We have very intentionally designed the robot to be flexible and versatile. Simply preventing the full large wall deploy is not sufficient to beat this wallbot.
Well here’s how I am going to put it. You not going to get anywhere without a good teammate and we all know sometimes you don’t get a good teammate for all we know it can be a claw but. What are you going to do now. You cant drive around because you got string and can risk entanglement ? Also we could problem just move the wall with two bots. And the small one we can move for sure.
This wallbot like most defense bot is intended to be picked by a competent offense robot during the elimination round. The walls cannot be pushed out of the way once they are deployed on the tiles. They are heavy enough to sink into the tile, have mesh pressed into the foam, and are supported at the edges by the perimeter.
Well good luck with that. All I am saying is they will probably go for a bot to help them score and not Attempt to block the goals(It is possible to move).

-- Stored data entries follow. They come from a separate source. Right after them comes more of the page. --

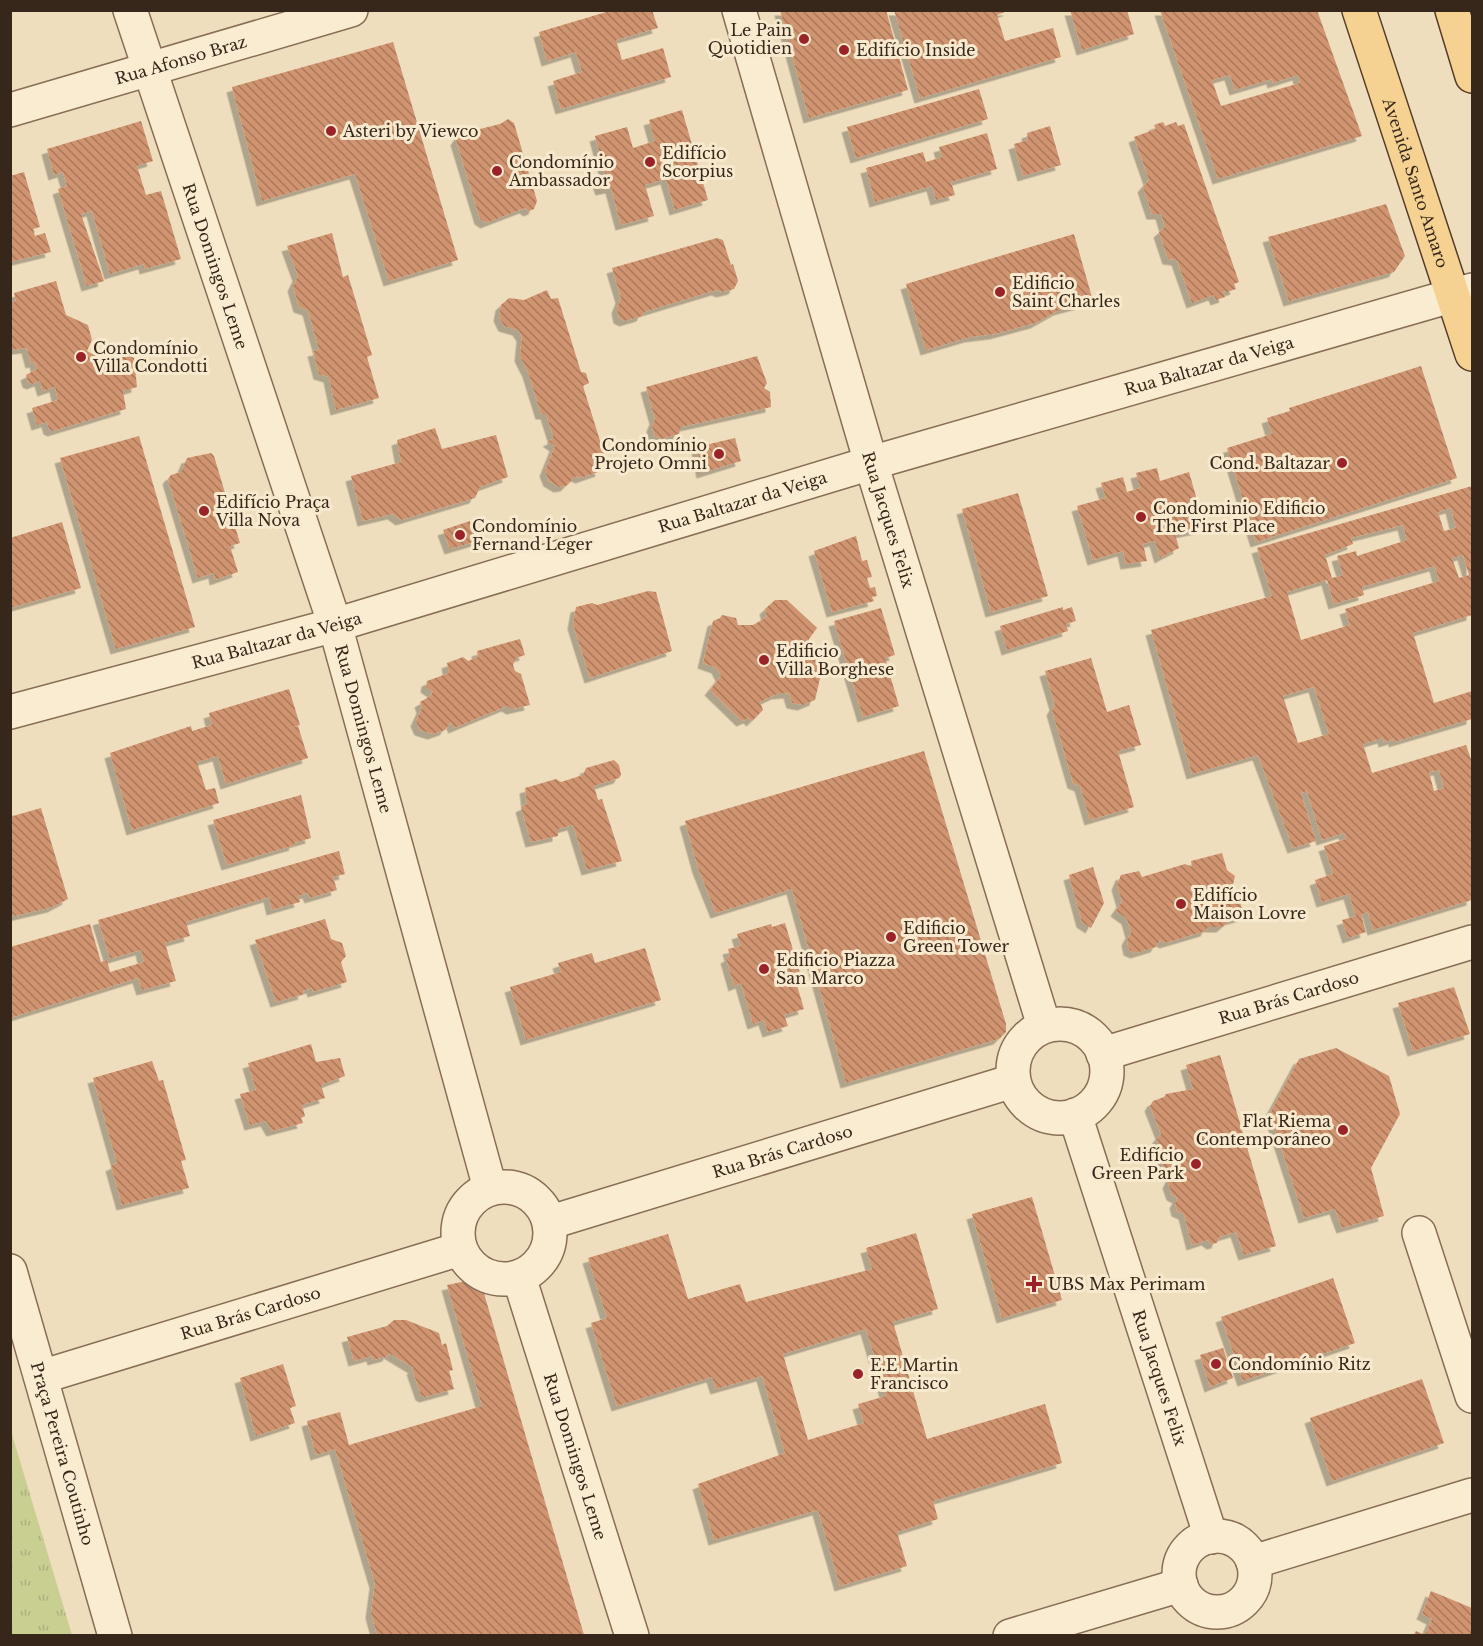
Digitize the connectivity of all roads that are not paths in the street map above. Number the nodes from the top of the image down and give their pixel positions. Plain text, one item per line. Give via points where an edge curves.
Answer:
1 (130, 10) edge
2 (351, 10) edge
3 (739, 10) edge
4 (1359, 10) edge
5 (1460, 17) edge
6 (148, 69) junction
7 (1473, 76) edge
8 (10, 110) edge
9 (1463, 293) edge
10 (1473, 354) edge
11 (871, 463) junction
12 (335, 625) junction
13 (10, 712) edge
14 (1473, 942) edge
15 (1044, 1026) junction
16 (1103, 1054) junction
17 (1013, 1081) junction
18 (1075, 1115) junction
19 (490, 1188) junction
20 (550, 1222) junction
21 (1419, 1233) dead end
22 (460, 1249) junction
23 (10, 1271) edge
24 (519, 1277) junction
25 (41, 1377) junction
26 (1473, 1396) edge
27 (1473, 1494) edge
28 (1211, 1537) junction
29 (1253, 1562) junction
30 (1180, 1585) junction
31 (1224, 1624) edge
32 (115, 1635) edge
33 (632, 1635) edge
34 (1010, 1635) edge

1 - 6 street, Rua Domingos Leme
2 - 6 street, Rua Afonso Braz
3 - 11 street, Rua Jacques Felix
4 - 9 main road, Avenida Santo Amaro
5 - 7 main road
6 - 8 street, Rua Afonso Braz
6 - 12 street, Rua Domingos Leme
9 - 10 main road, Avenida Santo Amaro
9 - 11 street, Rua Baltazar da Veiga
11 - 12 street, Rua Baltazar da Veiga
11 - 15 street, Rua Jacques Felix
12 - 13 street, Rua Baltazar da Veiga
12 - 19 street, Rua Domingos Leme
14 - 16 street, Rua Brás Cardoso
15 - 16 street via 1073,1026 1096,1041
15 - 17 street via 1022,1042 1016,1054
16 - 18 street via 1107,1069 1099,1097
17 - 18 street via 1030,1107 1044,1115
17 - 20 street, Rua Brás Cardoso
18 - 28 street, Rua Jacques Felix
19 - 20 street via 508,1186 526,1191 540,1203
19 - 22 street via 474,1197 462,1211 458,1229
20 - 24 street via 552,1236 546,1254 535,1269
21 - 26 street
22 - 24 street via 468,1263 483,1275 501,1280
22 - 25 street, Rua Brás Cardoso
23 - 25 street, Praça Pereira Coutinho
24 - 33 street, Rua Domingos Leme
25 - 32 street, Praça Pereira Coutinho
27 - 29 street
28 - 29 street via 1232,1539 1248,1552
28 - 30 street via 1199,1541 1182,1559
29 - 31 street via 1254,1584
30 - 31 street via 1184,1594
30 - 34 street

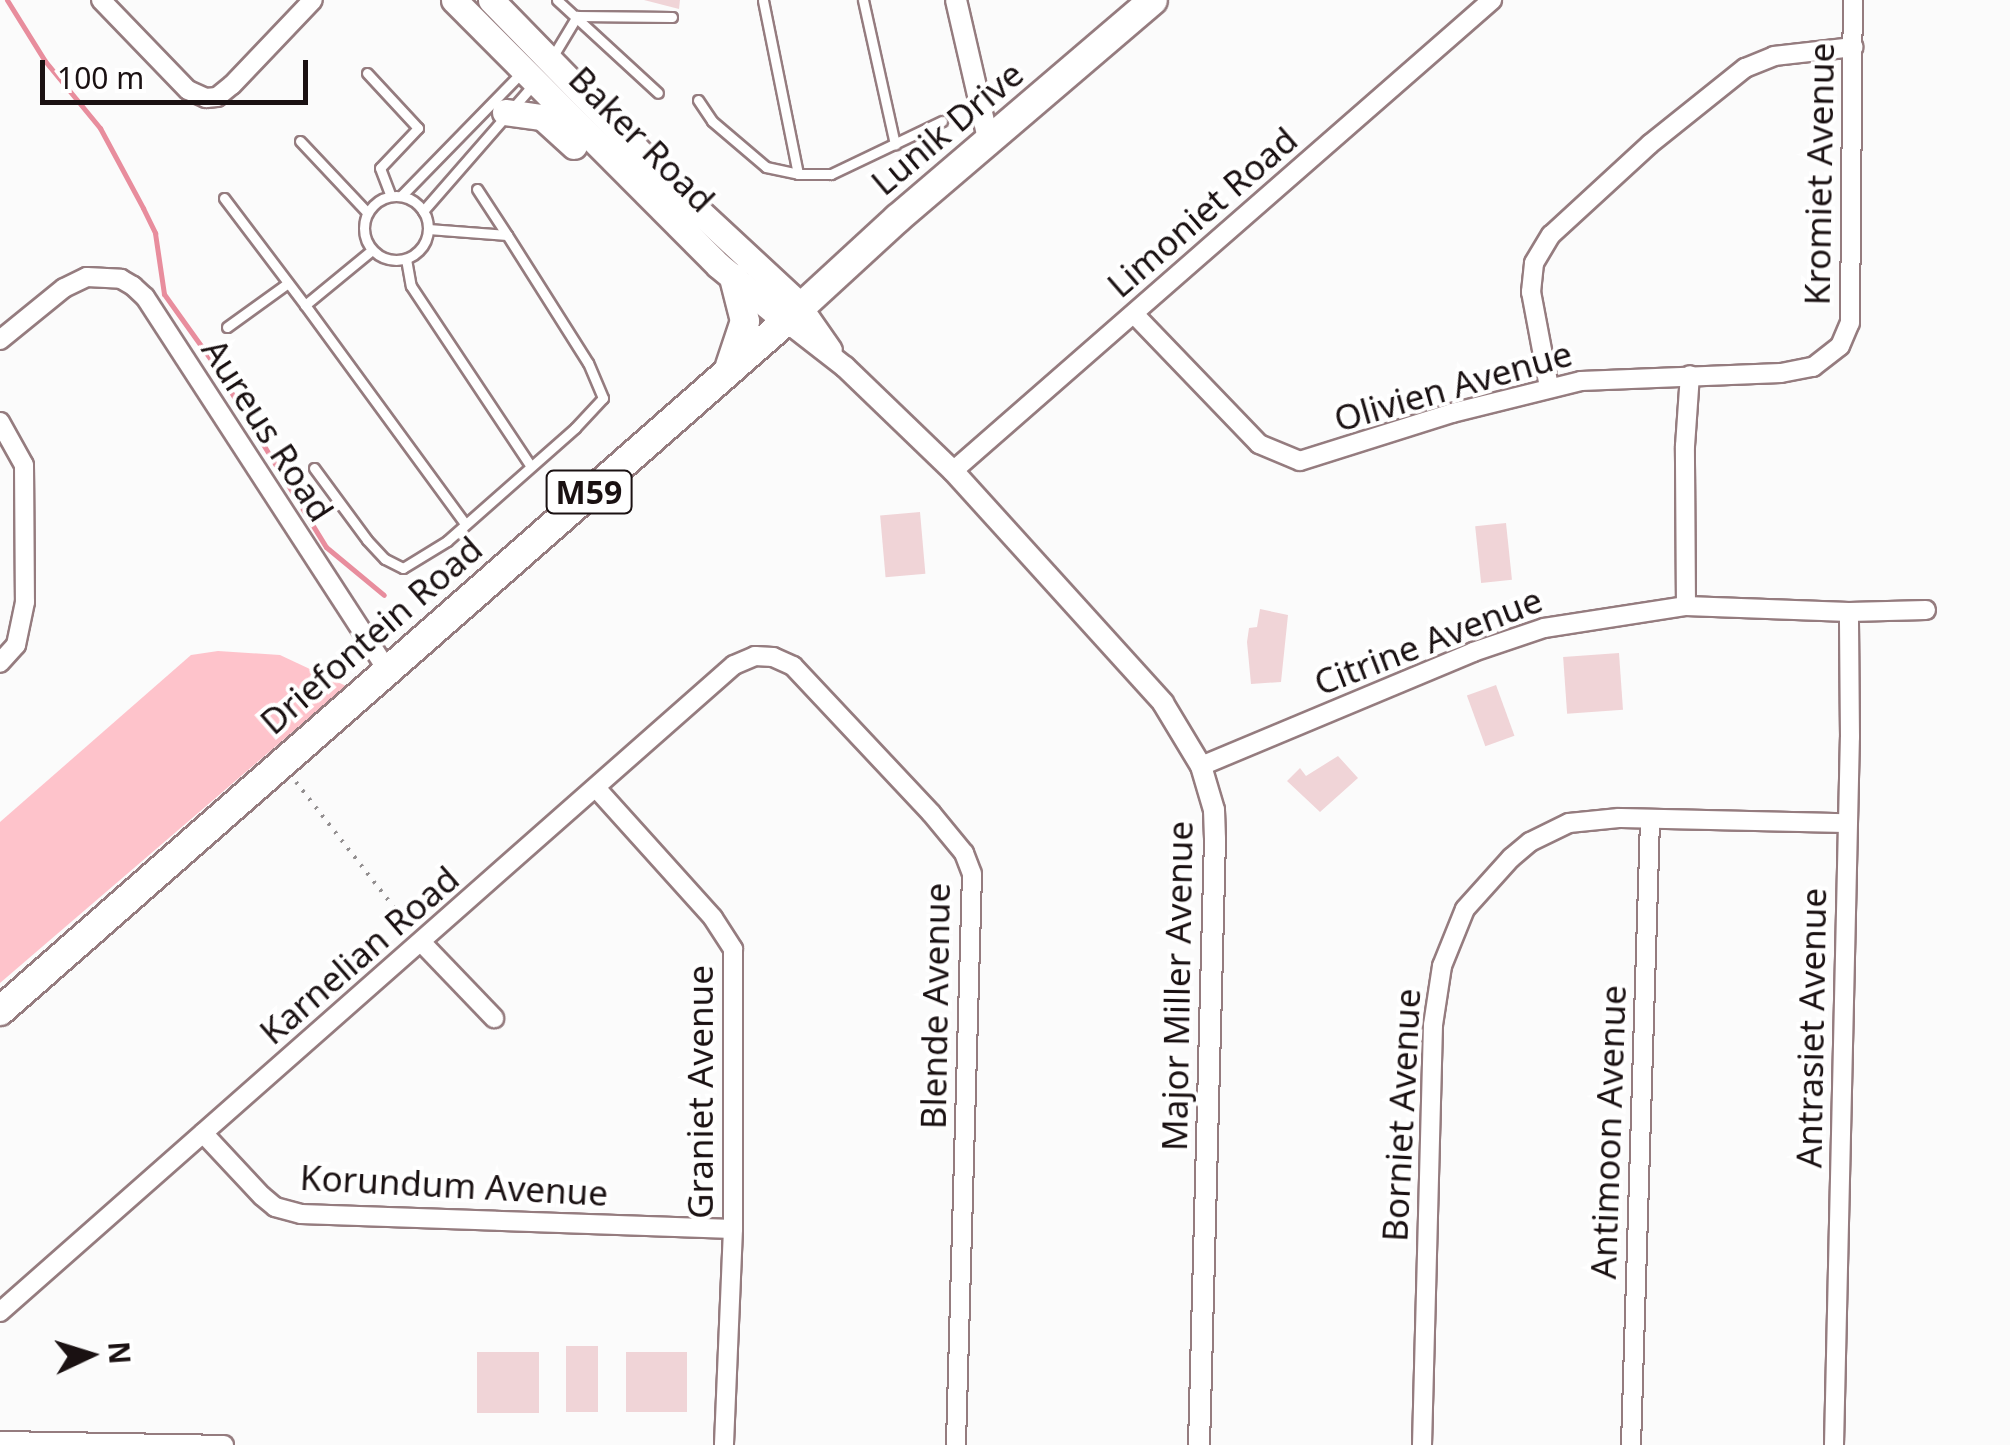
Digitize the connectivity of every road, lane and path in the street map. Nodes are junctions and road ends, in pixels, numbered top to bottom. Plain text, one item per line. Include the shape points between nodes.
1 (101, 0) edge
2 (313, 0) edge
3 (454, 0) edge
4 (492, 0) edge
5 (557, 0) edge
6 (763, 0) edge
7 (863, 0) edge
8 (956, 0) edge
9 (1153, 0) edge
10 (1492, 0) edge
11 (1853, 0) edge
12 (577, 16) junction
13 (672, 17) dead end
14 (1854, 48) junction
15 (549, 53) junction
16 (367, 72) dead end
17 (529, 77) junction
18 (658, 93) dead end
19 (698, 100) dead end
20 (506, 112) junction
21 (942, 121) dead end
22 (300, 140) dead end
23 (989, 143) junction
24 (895, 144) junction
25 (798, 174) junction
26 (477, 189) dead end
27 (644, 192) junction
28 (396, 196) junction
29 (224, 198) dead end
30 (423, 211) junction
31 (367, 212) junction
32 (428, 229) junction
33 (507, 235) junction
34 (372, 250) junction
35 (406, 259) junction
36 (734, 278) junction
37 (288, 284) junction
38 (305, 305) junction
39 (793, 315) junction
40 (1134, 315) junction
41 (228, 327) dead end
42 (0, 340) edge
43 (1840, 346) joint
44 (730, 368) junction
45 (1690, 375) junction
46 (1549, 387) junction
47 (0, 422) edge
48 (530, 465) junction
49 (314, 468) dead end
50 (953, 471) junction
51 (464, 522) junction
52 (1686, 606) junction
53 (1926, 610) dead end
54 (1848, 612) junction
55 (764, 656) joint
56 (0, 663) edge
57 (388, 670) junction
58 (282, 763) junction
59 (1201, 766) junction
60 (597, 789) junction
61 (1650, 820) junction
62 (1847, 823) junction
63 (422, 944) junction
64 (0, 1010) edge
65 (494, 1018) dead end
66 (203, 1133) junction
67 (733, 1230) junction
68 (0, 1312) edge
69 (0, 1440) edge
70 (224, 1445) edge
71 (724, 1445) edge
72 (956, 1445) edge
73 (1199, 1445) edge
74 (1422, 1445) edge
75 (1631, 1445) edge
76 (1834, 1445) edge

1 - 2 street via 188,90 211,98 232,85
3 - 17 main road, Baker Road
4 - 15 main road, Baker Road
5 - 12 lane
6 - 25 lane
7 - 24 lane
8 - 23 street
9 - 23 main road, Lunik Drive / M59
10 - 40 street, Limoniet Road
11 - 14 street, Kromiet Avenue
12 - 13 lane
12 - 15 lane
12 - 18 lane
14 - 43 street, Kromiet Avenue via 1850,323
14 - 46 street via 1774,56 1745,68 1551,236 1534,264 1532,292
15 - 17 lane
15 - 17 lane
15 - 39 main road, Baker Road
16 - 28 lane via 418,128 380,168
17 - 20 lane
17 - 27 main road, Baker Road
17 - 28 lane
19 - 25 lane via 766,166
20 - 27 main road via 542,117 605,174
20 - 30 lane
21 - 24 lane
22 - 31 lane
23 - 39 main road, Lunik Drive / M59
24 - 25 lane via 831,174
26 - 33 lane
27 - 36 main road, Baker Road
28 - 30 lane
28 - 31 lane
29 - 37 lane
30 - 32 lane
31 - 34 lane via 364,232
32 - 33 lane
32 - 35 lane via 422,248
33 - 48 lane via 603,398
34 - 35 lane via 388,260
34 - 38 lane
35 - 48 lane via 411,286
36 - 39 main road, Baker Road
36 - 44 main road via 745,321
37 - 38 lane
37 - 41 lane
38 - 51 lane
39 - 44 main road, Driefontein Road / M59
39 - 50 street, Major Miller Avenue
40 - 46 street, Olivien Avenue via 1244,431 1288,459 1312,460
40 - 50 street, Limoniet Road
42 - 57 street, Aureus Road via 64,288 87,278 121,279 145,298
43 - 45 street, Olivien Avenue via 1825,361 1790,372
44 - 57 main road, Driefontein Road / M59
45 - 46 street, Olivien Avenue via 1619,376
45 - 52 street
47 - 56 street via 21,452 25,496 22,623 16,645
48 - 51 lane
49 - 51 lane via 367,540 403,568
50 - 59 street, Major Miller Avenue via 1162,703
52 - 54 street, Citrine Avenue
52 - 59 street, Citrine Avenue via 1531,632
53 - 54 street, Citrine Avenue
54 - 62 street, Antrasiet Avenue
55 - 60 street, Karnelian Road via 734,665
55 - 72 street, Blende Avenue via 793,666 955,840 972,874
57 - 58 main road, Driefontein Road / M59
58 - 63 path
58 - 64 main road, Driefontein Road / M59
59 - 73 street, Major Miller Avenue via 1215,839
60 - 63 street, Karnelian Road
60 - 67 street, Graniet Avenue via 733,948
61 - 62 street, Borniet Avenue
61 - 74 street, Borniet Avenue via 1570,823 1530,842 1477,894 1450,941 1432,1026
61 - 75 street, Antimoon Avenue
62 - 76 street, Antrasiet Avenue
63 - 65 street
63 - 66 street, Karnelian Road
66 - 67 street, Korundum Avenue via 262,1196 300,1214
66 - 68 street, Karnelian Road
67 - 71 street, Graniet Avenue
69 - 70 street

I encourage you to build a quick model and test for yourself. Simply attach mesh to the surface of a 5 wide C channel, place the channel face down on the tile, and place a 10 or 5lb weight to mimic the large or small wall, respectively.
You would need to be able to pull (not push) such a weight away from the corners in order to mess with the walls. We were never able to make this happen; If you really are able to pull one of the wall models, I’d love to see a video of your technique so we can learn from it.